**WHAT THE TASK REQUIRES:** Which lines of the entries hold the string "edges"? Copy each one.

(Saved data entries)
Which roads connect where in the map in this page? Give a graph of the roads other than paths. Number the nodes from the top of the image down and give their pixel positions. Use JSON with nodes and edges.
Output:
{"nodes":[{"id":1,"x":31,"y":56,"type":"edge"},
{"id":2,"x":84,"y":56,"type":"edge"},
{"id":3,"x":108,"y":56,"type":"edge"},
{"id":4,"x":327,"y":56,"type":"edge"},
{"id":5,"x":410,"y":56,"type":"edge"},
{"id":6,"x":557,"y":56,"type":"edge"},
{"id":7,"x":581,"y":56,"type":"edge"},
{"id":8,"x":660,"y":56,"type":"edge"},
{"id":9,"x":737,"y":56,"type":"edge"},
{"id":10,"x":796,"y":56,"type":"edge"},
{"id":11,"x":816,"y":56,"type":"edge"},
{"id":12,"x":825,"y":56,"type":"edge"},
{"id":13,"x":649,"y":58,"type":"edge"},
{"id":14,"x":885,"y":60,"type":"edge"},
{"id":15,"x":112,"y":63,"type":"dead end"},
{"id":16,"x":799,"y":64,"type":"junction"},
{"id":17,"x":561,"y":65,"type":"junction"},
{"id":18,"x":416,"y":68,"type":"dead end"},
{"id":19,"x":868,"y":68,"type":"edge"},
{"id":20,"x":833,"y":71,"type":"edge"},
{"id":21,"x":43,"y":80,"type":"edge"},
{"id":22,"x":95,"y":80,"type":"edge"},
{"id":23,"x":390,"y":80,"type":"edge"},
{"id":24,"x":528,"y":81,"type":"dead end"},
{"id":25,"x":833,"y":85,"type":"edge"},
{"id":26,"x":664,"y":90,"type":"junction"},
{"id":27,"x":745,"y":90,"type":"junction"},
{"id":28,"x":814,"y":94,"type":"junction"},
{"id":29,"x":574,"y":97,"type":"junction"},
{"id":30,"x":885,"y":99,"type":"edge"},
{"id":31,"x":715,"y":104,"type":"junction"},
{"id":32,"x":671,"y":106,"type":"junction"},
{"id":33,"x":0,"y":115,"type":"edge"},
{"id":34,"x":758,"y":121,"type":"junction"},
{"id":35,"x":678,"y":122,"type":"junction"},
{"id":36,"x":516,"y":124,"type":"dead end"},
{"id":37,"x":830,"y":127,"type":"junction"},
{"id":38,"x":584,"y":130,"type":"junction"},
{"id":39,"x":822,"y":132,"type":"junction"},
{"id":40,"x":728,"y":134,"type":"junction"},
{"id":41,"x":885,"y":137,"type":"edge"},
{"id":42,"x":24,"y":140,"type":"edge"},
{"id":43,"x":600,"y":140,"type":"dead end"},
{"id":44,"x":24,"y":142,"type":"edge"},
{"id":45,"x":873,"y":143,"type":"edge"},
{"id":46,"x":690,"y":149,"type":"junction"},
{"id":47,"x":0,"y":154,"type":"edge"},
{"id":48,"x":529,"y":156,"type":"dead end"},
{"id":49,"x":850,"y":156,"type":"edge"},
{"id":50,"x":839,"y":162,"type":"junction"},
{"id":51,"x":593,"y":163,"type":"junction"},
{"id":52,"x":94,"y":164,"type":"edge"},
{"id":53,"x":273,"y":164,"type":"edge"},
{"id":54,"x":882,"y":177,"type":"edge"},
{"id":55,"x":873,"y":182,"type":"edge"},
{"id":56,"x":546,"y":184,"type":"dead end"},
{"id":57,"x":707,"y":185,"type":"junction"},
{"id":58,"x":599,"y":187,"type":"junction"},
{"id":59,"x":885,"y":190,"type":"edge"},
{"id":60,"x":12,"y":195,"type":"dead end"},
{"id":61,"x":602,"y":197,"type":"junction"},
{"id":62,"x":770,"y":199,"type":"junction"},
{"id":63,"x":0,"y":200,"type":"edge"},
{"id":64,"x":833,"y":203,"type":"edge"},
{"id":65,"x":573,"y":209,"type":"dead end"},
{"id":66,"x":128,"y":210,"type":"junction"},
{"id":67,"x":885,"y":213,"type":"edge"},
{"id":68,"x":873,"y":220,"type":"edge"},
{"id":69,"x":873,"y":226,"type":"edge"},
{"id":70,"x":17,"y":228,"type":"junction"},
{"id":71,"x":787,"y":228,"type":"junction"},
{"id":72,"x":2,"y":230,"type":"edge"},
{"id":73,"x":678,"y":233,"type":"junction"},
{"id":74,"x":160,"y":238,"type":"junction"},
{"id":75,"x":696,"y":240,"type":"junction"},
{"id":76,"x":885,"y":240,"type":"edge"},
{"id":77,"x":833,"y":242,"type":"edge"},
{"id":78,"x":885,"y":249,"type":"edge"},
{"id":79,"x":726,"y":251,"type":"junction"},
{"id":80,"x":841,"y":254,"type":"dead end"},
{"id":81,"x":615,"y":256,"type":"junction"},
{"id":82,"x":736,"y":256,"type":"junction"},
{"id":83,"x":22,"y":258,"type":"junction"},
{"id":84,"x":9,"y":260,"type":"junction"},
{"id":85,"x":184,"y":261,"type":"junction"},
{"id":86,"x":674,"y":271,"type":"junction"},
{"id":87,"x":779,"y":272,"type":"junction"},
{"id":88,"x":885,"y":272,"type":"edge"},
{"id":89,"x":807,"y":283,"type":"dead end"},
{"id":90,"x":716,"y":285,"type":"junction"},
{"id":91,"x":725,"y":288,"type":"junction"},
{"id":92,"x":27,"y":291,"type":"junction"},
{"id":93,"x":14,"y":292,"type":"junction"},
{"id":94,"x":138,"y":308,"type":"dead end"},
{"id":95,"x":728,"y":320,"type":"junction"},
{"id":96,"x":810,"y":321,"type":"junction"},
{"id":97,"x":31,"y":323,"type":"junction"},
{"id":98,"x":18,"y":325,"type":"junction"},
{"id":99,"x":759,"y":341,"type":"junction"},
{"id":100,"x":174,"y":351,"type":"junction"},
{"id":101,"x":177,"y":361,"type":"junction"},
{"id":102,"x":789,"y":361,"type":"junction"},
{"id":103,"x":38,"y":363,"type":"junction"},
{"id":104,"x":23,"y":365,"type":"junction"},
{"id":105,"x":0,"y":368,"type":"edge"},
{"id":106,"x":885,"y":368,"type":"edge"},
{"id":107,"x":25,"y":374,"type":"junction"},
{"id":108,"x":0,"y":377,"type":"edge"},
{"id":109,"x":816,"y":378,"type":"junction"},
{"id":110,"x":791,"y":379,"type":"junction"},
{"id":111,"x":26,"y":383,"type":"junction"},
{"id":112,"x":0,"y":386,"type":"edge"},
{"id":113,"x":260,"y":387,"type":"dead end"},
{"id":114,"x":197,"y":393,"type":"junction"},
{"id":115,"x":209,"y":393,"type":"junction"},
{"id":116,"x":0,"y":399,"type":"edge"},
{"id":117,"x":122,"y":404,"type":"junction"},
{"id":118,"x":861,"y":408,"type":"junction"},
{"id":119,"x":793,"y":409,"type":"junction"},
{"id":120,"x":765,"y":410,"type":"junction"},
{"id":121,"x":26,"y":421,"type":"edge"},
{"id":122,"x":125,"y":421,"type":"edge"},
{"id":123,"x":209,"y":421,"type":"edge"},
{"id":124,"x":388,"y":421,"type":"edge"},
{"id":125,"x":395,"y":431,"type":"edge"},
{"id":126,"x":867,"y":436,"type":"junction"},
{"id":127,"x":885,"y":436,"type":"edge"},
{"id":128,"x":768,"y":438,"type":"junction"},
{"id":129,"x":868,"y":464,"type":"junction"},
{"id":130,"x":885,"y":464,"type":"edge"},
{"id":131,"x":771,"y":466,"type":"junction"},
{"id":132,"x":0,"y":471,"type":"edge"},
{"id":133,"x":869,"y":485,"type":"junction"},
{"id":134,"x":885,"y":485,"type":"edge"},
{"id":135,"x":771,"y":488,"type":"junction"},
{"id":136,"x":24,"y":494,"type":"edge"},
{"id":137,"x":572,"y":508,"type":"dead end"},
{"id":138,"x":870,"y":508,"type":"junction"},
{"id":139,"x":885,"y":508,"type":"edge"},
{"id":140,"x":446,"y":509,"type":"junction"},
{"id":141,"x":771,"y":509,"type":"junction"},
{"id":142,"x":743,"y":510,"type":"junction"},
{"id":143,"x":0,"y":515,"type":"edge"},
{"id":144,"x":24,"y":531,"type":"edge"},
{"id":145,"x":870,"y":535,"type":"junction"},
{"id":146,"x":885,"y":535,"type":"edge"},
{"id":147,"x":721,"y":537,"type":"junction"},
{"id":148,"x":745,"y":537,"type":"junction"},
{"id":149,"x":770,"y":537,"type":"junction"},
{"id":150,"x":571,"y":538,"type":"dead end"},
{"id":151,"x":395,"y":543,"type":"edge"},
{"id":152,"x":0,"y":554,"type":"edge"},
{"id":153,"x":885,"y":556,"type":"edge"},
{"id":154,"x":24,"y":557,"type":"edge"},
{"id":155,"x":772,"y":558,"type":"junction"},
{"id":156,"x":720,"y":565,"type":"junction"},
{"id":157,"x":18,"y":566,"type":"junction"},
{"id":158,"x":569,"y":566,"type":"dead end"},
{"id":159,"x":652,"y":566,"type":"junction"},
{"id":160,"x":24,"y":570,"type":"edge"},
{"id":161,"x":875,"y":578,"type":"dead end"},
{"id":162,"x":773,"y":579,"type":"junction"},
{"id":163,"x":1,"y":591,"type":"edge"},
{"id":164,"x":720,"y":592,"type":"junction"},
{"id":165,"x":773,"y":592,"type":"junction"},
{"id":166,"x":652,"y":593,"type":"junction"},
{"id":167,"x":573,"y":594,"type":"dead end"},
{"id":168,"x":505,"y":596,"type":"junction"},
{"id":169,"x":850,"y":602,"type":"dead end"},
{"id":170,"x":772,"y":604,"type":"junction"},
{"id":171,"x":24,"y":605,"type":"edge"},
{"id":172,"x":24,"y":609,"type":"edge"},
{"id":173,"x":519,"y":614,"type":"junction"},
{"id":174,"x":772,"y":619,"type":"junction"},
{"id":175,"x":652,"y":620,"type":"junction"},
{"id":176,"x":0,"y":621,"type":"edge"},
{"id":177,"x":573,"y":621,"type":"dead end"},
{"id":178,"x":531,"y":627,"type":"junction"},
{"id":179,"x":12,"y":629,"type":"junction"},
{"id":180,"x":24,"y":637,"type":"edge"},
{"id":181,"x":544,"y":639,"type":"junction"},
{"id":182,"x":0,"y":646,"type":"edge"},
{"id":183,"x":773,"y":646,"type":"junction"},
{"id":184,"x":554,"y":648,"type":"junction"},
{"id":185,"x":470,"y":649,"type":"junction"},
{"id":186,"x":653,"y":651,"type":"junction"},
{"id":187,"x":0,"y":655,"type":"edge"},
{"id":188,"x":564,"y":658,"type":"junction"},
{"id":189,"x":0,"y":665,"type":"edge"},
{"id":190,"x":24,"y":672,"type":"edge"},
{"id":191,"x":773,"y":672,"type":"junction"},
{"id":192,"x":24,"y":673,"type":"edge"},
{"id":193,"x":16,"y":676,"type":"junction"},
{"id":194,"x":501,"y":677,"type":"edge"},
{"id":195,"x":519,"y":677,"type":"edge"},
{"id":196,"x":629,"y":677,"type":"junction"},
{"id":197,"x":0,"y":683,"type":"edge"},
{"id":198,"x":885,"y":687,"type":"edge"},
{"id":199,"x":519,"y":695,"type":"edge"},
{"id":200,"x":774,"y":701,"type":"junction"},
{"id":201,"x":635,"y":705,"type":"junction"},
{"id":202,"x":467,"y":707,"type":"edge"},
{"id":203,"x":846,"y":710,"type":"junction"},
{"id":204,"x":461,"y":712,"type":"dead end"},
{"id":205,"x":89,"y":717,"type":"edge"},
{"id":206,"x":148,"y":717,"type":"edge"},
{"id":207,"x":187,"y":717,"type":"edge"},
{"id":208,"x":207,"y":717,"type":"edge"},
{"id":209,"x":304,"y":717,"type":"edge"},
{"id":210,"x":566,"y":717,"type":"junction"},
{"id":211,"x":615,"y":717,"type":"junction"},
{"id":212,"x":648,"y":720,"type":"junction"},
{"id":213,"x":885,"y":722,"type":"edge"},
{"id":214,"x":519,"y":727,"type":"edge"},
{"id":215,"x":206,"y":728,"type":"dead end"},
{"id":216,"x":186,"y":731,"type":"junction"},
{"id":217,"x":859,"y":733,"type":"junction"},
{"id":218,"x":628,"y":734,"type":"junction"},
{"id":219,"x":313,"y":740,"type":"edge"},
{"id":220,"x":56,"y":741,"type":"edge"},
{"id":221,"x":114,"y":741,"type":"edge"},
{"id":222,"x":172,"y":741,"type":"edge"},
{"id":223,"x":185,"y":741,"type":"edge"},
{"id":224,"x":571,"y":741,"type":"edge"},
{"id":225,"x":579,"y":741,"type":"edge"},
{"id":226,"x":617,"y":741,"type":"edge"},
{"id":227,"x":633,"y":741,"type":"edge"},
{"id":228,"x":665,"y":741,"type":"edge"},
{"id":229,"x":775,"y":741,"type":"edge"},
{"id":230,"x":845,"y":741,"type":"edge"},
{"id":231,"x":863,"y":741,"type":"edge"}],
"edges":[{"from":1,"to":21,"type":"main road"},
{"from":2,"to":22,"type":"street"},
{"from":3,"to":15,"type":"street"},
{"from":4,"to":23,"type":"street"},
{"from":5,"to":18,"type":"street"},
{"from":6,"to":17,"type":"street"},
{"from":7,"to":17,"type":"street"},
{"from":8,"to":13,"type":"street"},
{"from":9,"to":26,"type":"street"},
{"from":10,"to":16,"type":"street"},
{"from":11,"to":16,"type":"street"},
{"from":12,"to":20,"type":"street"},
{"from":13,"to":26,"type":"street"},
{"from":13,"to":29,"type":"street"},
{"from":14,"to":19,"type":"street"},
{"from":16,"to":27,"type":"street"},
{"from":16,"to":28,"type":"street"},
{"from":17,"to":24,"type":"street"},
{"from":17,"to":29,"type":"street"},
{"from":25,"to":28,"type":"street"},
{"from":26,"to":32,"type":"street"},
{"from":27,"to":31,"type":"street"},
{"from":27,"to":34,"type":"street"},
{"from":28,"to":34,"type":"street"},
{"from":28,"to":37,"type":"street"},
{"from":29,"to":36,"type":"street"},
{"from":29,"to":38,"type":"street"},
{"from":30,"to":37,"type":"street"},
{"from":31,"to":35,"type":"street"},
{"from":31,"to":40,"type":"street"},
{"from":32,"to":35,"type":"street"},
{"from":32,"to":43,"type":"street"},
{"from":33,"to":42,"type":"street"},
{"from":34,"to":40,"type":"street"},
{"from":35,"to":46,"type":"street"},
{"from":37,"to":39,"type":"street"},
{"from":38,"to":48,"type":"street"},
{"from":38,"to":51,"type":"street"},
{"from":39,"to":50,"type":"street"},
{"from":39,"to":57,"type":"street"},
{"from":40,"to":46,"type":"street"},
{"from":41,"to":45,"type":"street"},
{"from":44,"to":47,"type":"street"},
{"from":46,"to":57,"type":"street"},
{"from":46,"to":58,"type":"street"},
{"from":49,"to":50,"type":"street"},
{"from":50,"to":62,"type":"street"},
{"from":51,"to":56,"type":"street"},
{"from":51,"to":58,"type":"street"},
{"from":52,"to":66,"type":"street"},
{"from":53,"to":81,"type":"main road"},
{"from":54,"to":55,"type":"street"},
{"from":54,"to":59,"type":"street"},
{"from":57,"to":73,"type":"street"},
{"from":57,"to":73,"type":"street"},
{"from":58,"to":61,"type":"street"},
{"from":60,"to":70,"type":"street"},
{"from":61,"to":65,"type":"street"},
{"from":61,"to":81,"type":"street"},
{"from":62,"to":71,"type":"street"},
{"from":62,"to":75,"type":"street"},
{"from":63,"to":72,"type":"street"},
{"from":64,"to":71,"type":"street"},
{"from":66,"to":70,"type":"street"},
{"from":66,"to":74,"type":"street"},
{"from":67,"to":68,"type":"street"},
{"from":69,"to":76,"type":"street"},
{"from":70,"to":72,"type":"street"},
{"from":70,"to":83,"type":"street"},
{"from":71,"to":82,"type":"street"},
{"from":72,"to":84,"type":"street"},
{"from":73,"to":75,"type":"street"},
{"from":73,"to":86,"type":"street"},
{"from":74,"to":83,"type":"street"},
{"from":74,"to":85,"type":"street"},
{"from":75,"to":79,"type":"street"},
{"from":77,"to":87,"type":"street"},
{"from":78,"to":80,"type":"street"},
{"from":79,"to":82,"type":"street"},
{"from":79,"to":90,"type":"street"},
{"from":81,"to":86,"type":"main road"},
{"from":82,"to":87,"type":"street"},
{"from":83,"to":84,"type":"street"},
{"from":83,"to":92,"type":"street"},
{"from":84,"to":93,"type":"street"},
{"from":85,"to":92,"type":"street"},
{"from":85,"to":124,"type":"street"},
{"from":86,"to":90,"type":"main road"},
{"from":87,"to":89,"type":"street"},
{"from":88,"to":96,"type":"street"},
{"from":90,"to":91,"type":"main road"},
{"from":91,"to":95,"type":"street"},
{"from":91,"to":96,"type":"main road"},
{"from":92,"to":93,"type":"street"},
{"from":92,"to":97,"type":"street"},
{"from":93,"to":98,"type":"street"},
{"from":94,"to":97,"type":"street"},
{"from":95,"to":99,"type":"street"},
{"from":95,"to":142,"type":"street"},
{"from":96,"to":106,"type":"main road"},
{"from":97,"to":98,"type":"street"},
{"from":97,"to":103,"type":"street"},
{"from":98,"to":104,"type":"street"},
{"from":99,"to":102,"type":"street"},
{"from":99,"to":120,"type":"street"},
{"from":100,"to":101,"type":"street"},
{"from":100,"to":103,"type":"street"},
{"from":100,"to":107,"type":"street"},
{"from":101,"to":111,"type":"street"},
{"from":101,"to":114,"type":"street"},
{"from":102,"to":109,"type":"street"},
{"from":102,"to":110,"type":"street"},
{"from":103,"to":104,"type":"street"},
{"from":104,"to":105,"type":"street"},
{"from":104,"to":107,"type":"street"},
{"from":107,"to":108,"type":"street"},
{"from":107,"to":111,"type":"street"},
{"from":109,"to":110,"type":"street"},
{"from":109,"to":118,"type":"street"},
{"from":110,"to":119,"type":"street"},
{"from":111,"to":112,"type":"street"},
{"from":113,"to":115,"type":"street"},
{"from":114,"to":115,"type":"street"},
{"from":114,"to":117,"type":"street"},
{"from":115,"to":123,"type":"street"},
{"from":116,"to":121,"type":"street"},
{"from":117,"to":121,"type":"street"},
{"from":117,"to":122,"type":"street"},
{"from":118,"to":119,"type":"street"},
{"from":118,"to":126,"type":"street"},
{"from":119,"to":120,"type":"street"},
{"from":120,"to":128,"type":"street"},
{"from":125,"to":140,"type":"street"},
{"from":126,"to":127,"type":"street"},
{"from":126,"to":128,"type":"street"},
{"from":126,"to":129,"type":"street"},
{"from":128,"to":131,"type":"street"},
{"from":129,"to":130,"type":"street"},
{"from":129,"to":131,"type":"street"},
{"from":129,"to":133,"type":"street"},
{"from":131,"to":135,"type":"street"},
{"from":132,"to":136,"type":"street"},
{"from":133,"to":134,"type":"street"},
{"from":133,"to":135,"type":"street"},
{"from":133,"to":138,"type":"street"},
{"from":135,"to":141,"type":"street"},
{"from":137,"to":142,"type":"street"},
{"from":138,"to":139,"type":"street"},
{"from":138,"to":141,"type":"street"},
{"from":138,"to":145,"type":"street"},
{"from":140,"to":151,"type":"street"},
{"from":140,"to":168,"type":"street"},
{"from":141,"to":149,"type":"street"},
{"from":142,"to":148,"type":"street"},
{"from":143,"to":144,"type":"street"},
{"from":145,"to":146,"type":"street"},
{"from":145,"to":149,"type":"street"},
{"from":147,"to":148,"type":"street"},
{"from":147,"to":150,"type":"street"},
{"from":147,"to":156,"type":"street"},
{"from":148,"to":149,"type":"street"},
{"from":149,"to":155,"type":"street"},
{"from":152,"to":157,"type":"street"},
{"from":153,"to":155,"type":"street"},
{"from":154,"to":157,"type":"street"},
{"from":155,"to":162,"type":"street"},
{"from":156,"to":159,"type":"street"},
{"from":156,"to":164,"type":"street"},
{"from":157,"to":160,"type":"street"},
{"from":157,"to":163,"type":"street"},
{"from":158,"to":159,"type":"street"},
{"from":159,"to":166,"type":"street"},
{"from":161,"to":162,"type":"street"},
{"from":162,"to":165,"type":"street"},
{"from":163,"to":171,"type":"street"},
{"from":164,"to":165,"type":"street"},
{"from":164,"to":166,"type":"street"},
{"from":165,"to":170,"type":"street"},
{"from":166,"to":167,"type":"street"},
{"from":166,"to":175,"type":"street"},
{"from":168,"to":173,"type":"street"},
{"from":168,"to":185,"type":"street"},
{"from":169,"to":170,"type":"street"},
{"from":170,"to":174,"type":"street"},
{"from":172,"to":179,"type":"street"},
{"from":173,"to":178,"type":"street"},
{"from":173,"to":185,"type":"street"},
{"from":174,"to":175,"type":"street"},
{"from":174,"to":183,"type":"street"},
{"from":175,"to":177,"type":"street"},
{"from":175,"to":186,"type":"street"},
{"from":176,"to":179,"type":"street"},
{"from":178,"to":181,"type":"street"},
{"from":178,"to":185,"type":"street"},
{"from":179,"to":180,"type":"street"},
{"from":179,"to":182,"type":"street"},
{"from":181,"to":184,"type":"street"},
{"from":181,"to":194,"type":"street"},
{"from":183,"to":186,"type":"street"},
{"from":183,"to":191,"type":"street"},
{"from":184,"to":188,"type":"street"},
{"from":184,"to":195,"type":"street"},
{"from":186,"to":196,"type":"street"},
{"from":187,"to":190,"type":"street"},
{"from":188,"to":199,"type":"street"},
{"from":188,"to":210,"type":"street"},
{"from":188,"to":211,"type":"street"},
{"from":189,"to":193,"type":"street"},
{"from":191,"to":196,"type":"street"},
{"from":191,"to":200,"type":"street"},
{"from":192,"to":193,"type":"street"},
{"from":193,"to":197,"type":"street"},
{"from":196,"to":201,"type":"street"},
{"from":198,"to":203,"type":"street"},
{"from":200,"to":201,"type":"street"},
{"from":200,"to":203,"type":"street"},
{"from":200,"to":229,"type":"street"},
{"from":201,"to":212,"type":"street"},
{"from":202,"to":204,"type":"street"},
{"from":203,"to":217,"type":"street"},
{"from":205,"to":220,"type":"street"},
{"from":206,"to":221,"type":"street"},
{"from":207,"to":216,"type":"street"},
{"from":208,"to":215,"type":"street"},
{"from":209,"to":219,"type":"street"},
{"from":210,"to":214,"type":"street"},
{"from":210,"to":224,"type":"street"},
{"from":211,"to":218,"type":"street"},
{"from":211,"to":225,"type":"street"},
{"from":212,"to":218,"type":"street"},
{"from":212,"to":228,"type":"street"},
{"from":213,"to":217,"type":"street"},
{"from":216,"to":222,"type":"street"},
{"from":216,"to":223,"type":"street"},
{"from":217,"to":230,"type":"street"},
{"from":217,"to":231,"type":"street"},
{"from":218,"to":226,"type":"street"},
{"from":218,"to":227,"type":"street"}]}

**EXERCISE RESULT:**
Which roads connect where in the map in this page? Give a graph of the roads other than paths. Number the nodes from the top of the image down and give their pixel positions. Use JSON with nodes and edges.
"edges":[{"from":1,"to":21,"type":"main road"},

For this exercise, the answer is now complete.